> [Data to process]
######
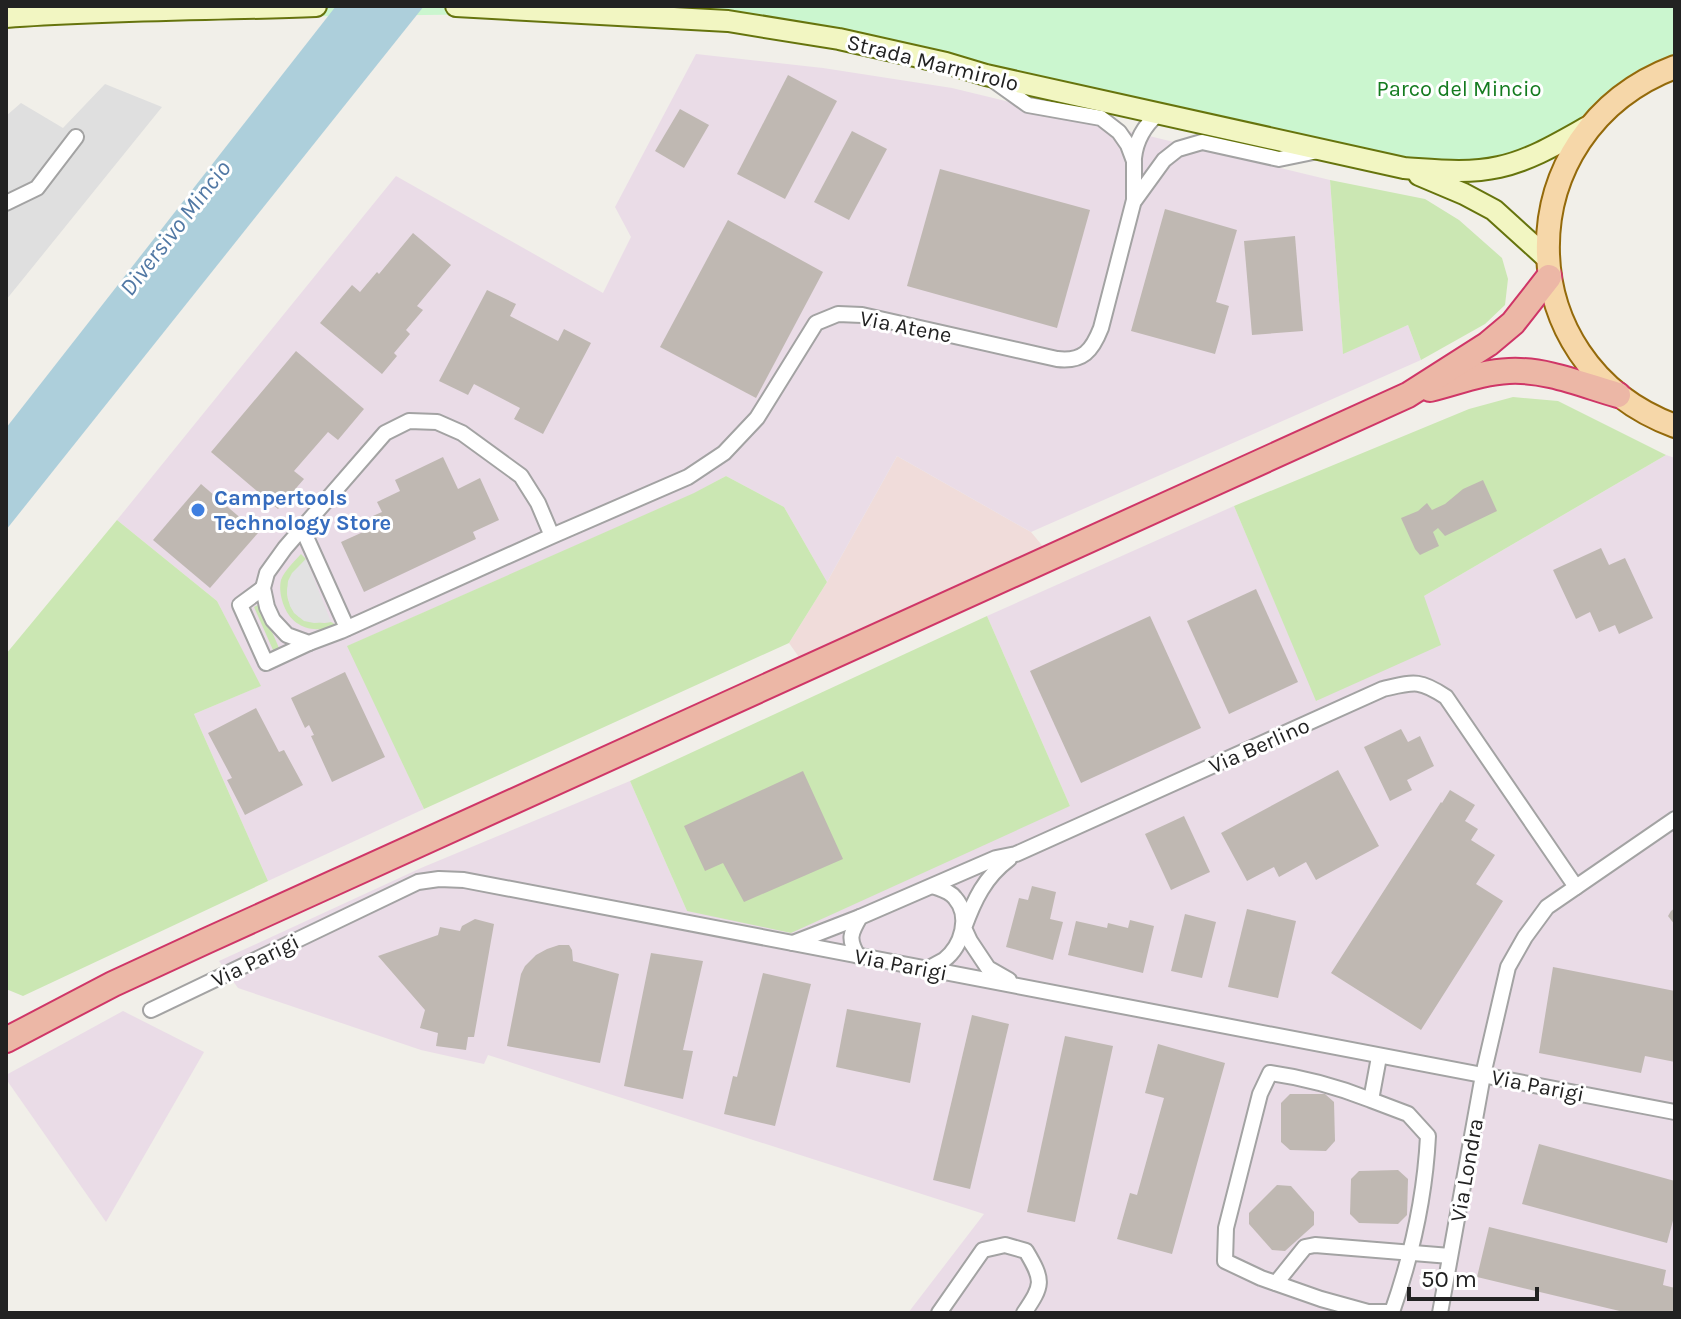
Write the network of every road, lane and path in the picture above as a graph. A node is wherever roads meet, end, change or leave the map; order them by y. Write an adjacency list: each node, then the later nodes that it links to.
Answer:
1 (316, 6): 3 (main road)
2 (456, 6): 6 (main road, Strada Marmirolo)
3 (291, 7): 4 (main road)
4 (6, 17)
5 (1675, 67): 8 (main road)
6 (986, 75): 7 (main road, Strada Marmirolo); 11 (street)
7 (1158, 114): 10 (main road, Strada Marmirolo); 11 (street)
8 (1591, 125): 12 (main road, Strada Marmirolo); 15 (main road)
9 (76, 137): 14 (street)
10 (1320, 150): 12 (main road, Strada Marmirolo); 13 (street, Via Atene)
11 (1134, 161): 13 (street, Via Atene)
12 (1404, 168): 15 (main road, Strada Marmirolo)
13 (1134, 200): 20 (street, Via Atene)
14 (6, 203)
15 (1548, 268): 16 (highway); 17 (main road)
16 (1408, 395): 17 (highway); 35 (highway)
17 (1618, 395): 18 (main road)
18 (1675, 426)
19 (302, 528): 20 (street, Via Atene); 21 (street, Via Atene); 22 (street)
20 (552, 536): 22 (street, Via Atene)
21 (263, 588): 23 (street); 23 (street, Via Atene)
22 (347, 628): 23 (street, Via Atene)
23 (309, 643)
24 (1675, 819): 27 (street, Via Londra)
25 (1016, 854): 26 (street, Via Berlino); 27 (street, Via Berlino); 29 (street)
26 (933, 886): 28 (street, Via Berlino); 29 (street)
27 (1576, 887): 37 (street, Via Londra)
28 (860, 917): 30 (street, Via Berlino); 31 (street)
29 (964, 928): 32 (street); 33 (street)
30 (792, 944): 31 (street, Via Parigi); 34 (street, Via Parigi)
31 (858, 956): 32 (street, Via Parigi)
32 (927, 969): 33 (street, Via Parigi)
33 (1021, 986): 36 (street, Via Parigi)
34 (151, 1010)
35 (6, 1040)
36 (1379, 1057): 37 (street, Via Parigi); 38 (street)
37 (1483, 1075): 39 (street, Via Parigi); 41 (street, Via Londra)
38 (1371, 1100): 40 (street); 42 (street)
39 (1675, 1112)
40 (1410, 1252): 41 (street); 42 (street); 42 (street)
41 (1450, 1256): 45 (street, Via Londra)
42 (1276, 1283)
43 (939, 1313): 44 (street)
44 (1024, 1313)
45 (1440, 1313)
######
Give nothing but the count of lines in the listing above that hold the string "Berlino".

> [Written reply]
3